5.武官
日が暮れた後、李殊は花紅宮へと向かい歩いていた。
暗い夜道を歩くのはあまり好きではない。しかし多くの者が働くこの広い後宮内を、人目を気にせず行動するには否応なしにこの時刻になる。
もしここで巡回中の武官に遭遇してしまうと面倒ですわね。
そう思った矢先、物音が聞こえてきて李殊は近くの物陰へと隠れた。
靴音が二つ。つまり相手は二人でしょうか。
歩く速度は規則的で、聞こえてくる音の中に微かに金属音が混じっている。それは腰に佩いた剣から鳴る音で、となれば巡回中の武官だろう。
まぁ、こんな時刻に歩き回る者なんて武官以外にいませんが。
李殊の読み通り、現れたのは二人組の武官だった。凛々しい表情で辺りを回し、隙のない警戒心が伝わってくる。
見つかれば即牢屋行き。白を切れば刑部でじっくりと尋問。暗殺未遂どころではありませんわね。
彼女たちに見つからないよう、李殊はただ静かに通り過ぎて行くのをじっと見つめた。
何だかこそ泥にでもなったような気持ちですわ。
今の状況に虚しさが襲ってくる。屈辱とはこんな気持ちなのかと実感する。もし花巉に見られたら、と鼻で笑われる光景を想像し、今度は不快な気持ちになった。
こんな思いをしながらも、それでも花紅宮へと向かうには理由があった。
それは蘭釆との会話の中で、引っかかる事があったからだ。
そもそも魏妃は、何故人払いなどしたのでしょうか?
よりにもよってその夜に、疑われる行動をしてしまったが為に、事がややこしくなった。
なので何故人払いをしていたのか気になっていた。
そして──
「っ…⋯」
突然何か硬いものが背中をとんっと押し、李殊は微かに眉を顰めた。
「──こんな所で何をしているんですか?」
背後から女の声が聞こえてきた。
鞘を微かに抜く音から当てられているのは剣か。剣を持つなら女は武官。
「こんな時刻に一体何を?」
問いかける声は囁くように小さく、そして優しい口調だか、しかしどこか圧がある。
体に突き刺すような気を感じ、本能的にむやみに動かない方が賢明だと察した。
もし少しでも動こうならば容赦なく鞘から剣を抜いて、今度は刃先を突きつけてきそうだ。
斬られてしまうのは困りますわねぇ。痛そうですもの。
ふぅ、と小さく息をつくと「でしたら」と口角を上げる。
「私もひとつ質問があります。貴女もこのような所で何をしておいででしょうか?」
女が微かな動きで、動揺したのを感じた。
武官の巡回は基本二人以上で行うものだ。しかしここにある気配は李殊と女のものだけ。
さらに、初めは女は突然現れたと思ったが、女は最初からここに、気配を殺していたのだ。そう考えを改めれば、李殊が女に気が付かなかった事に説明がつく。

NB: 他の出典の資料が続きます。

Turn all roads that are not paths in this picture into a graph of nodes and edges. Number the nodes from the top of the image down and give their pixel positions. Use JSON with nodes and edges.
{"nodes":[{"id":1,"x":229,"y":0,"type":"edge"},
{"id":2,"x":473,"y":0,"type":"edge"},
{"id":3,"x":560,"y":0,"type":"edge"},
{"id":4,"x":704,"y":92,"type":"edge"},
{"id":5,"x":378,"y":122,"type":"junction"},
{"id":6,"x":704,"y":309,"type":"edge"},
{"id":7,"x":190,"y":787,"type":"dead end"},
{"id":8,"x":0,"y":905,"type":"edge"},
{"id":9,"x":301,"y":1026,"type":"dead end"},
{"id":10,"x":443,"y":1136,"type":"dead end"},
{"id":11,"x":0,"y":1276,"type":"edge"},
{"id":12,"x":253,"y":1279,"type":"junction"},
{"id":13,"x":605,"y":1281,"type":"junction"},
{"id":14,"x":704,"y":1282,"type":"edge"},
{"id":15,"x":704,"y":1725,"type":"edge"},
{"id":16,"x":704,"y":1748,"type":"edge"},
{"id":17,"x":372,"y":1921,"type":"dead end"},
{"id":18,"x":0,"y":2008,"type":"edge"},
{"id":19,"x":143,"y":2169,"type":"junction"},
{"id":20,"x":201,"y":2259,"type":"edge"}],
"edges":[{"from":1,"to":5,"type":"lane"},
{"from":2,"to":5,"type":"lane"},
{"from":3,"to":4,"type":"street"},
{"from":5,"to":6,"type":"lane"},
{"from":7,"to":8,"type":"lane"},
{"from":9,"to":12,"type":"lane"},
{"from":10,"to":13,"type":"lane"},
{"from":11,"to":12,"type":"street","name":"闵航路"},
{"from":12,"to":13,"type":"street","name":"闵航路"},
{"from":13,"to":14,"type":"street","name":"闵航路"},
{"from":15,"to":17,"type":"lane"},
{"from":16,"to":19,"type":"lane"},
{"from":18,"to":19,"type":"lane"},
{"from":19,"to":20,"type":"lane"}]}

恐らく武官の女は見つからないように初めてからここに隠れていた。
何から?
理由は李殊と同じく、巡回中の武官だ。
正解だと言わんばかりに、女は黙り込んだまま何も言わなくなってしまった。
「いつまでもそのような恐ろしい物で脅されていると、あまりの怖さに悲鳴を上げてしまいそうですわ……」
すぅと息を吸い込んで、声を上げようとした時、後ろから伸びてきた手に口を塞がれてしまった。
「あぁ、声を上げないで下さい!」
慌てるような声色に李殊はほくそ笑む。
「剣で脅されても怖がりもせず、逆に脅し返してくるとはなんて人ですか」
手が離れ、李殊はゆっくりと振り返る。
すらりと伸びた背丈は李殊の頭一つ高い程か。纏う装束は向こうにいる武官たちのと同じ。鞘を持つ手に、あら?と小首を傾げる。
「こんな所で油を売っているのが上に知られてしまうとどうなることか……」
眉をハの字にさせる女の言葉は、サボっているのがばれると不味いということか。
ちらりと茂みの向こうをうかがえば、遠ざかって行く武官たちの姿が見えた。けれどまだ声を上げれば聞こえてしまう距離だ。
「貴女は見つかりたくはないみたいですわね」
「……えぇ」
「もし私が彼女たちを呼べば貴女は非常に困ってしまうと」
「……何が言いたいのですか?」
女は気づいたようだ。立場が逆転してしまっていることに。
「では、道案内をして頂けませんか?」
「道案内?何処へ?」
「魏妃のいる花紅宮ですわ」
優位に立った李殊は此処ぞとばかりににこりと微笑んだ。